§ Entries shown

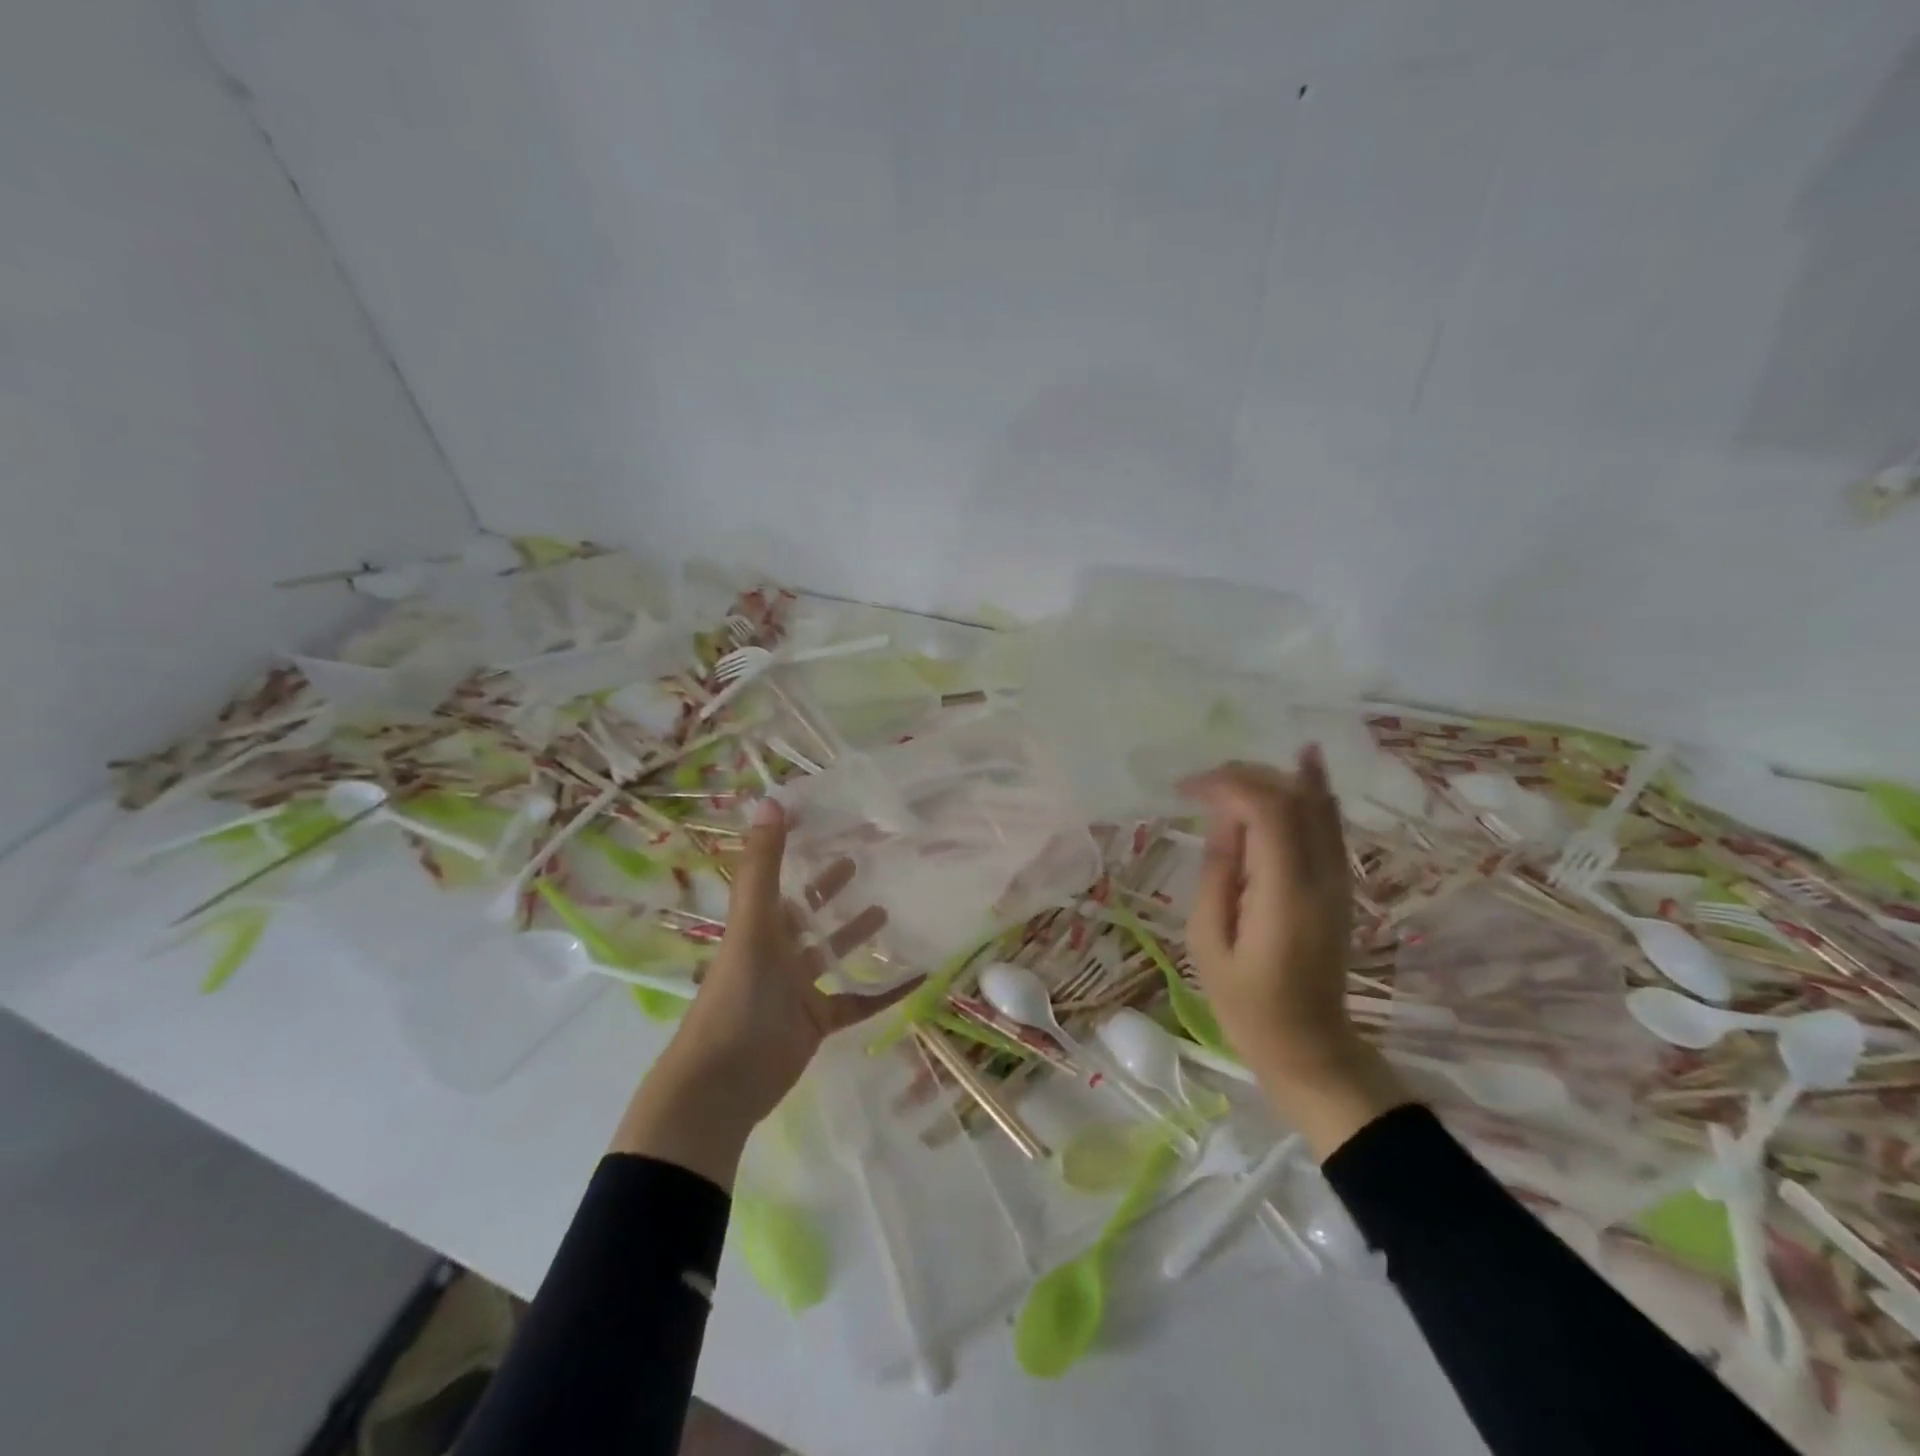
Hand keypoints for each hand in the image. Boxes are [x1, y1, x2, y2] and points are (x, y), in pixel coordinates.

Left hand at [611, 798, 912, 1186]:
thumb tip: (771, 800)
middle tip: (865, 859)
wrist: (723, 1083)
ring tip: (889, 911)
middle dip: (832, 889)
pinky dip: (885, 990)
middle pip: (809, 913)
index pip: (780, 877)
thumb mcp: (752, 924)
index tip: (826, 822)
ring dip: (857, 934)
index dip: (796, 849)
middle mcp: (778, 952)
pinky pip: (858, 1000)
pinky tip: (916, 976)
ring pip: (833, 954)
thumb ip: (762, 866)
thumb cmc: (738, 995)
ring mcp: (798, 989)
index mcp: (760, 926)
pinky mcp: (818, 1022)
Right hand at [1181, 750, 1410, 1158]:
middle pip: (1293, 798)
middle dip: (1244, 776)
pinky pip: (1330, 823)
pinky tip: (1304, 759)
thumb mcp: (1208, 940)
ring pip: (1316, 804)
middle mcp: (1321, 876)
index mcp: (1284, 893)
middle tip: (1200, 784)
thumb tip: (1222, 818)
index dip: (1227, 785)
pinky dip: (1315, 788)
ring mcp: (1338, 879)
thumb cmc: (1244, 1001)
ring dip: (1273, 778)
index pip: (1267, 811)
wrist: (1307, 1043)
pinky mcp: (1340, 884)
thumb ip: (1217, 872)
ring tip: (1230, 775)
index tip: (1186, 789)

§ Required work
Please give back all the records above word for word, with no pictures included.

§ Response area
Hand keypoints for each hand in the image. Boxes are [x1, y1, x2, y2] and points are (x, y), in pixel coordinates.

Left hand at [611, 798, 912, 1186]:
thumb tip: (771, 800)
middle tip: (865, 859)
wrist: (723, 1083)
ring tip: (889, 911)
middle dip: (832, 889)
pinky dip: (885, 990)
middle pip: (809, 913)
index pip: (780, 877)
thumb mcp: (752, 924)
index tip: (826, 822)
ring dip: (857, 934)
index dip: (796, 849)
middle mcp: (778, 952)
pinky pip: (858, 1000)
pinky tip: (916, 976)
ring pip: (833, 954)
thumb ip: (762, 866)
thumb cmc: (738, 995)
ring mcp: (798, 989)
index mcp: (760, 926)
pinky mcp: (818, 1022)
Right hand at [1181, 750, 1410, 1158]:
middle pip: (1293, 798)
middle dip: (1244, 776)
pinky pip: (1330, 823)
pinky tip: (1304, 759)
thumb mcp: (1208, 940)
ring pip: (1316, 804)
middle mcp: (1321, 876)
index mcp: (1284, 893)
middle tip: (1200, 784)
thumb tip: (1222, 818)
index dip: (1227, 785)
pinky dip: (1315, 788)
ring mcp: (1338, 879)
thumb cmc: (1244, 1001)
ring dip: (1273, 778)
index pip: (1267, 811)
wrist: (1307, 1043)
pinky mcp: (1340, 884)
thumb ip: (1217, 872)
ring tip: (1230, 775)
index tip: (1186, 789)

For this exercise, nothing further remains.